▶ **About this task**
Transcribe the full listing so that each line reads as it does in the original.

################

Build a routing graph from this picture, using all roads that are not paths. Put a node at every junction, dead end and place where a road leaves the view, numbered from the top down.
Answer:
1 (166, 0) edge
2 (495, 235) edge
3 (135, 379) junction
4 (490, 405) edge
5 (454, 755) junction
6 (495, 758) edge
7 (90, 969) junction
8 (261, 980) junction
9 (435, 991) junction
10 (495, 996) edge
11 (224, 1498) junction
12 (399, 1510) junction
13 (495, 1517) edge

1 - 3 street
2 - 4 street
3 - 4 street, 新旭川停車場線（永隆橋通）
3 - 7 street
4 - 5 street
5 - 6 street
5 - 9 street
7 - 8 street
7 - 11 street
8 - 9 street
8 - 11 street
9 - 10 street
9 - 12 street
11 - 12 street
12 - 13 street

################

▶ **Answer box**
Build a routing graph from this picture, using all roads that are not paths. Put a node at every junction, dead end and place where a road leaves the view, numbered from the top down.
Answer:
1 (166, 0) edge
2 (495, 235) edge
3 (135, 379) junction
4 (490, 405) edge
5 (454, 755) junction
6 (495, 758) edge
7 (90, 969) junction
8 (261, 980) junction
9 (435, 991) junction
10 (495, 996) edge
11 (224, 1498) junction
12 (399, 1510) junction
13 (495, 1517) edge

1 - 3 street
2 - 4 street
3 - 4 street, 新旭川停車場線（永隆橋通）
3 - 7 street
4 - 5 street
5 - 6 street
5 - 9 street
7 - 8 street
7 - 11 street
8 - 9 street
8 - 11 street
9 - 10 street
9 - 12 street
11 - 12 street
12 - 13 street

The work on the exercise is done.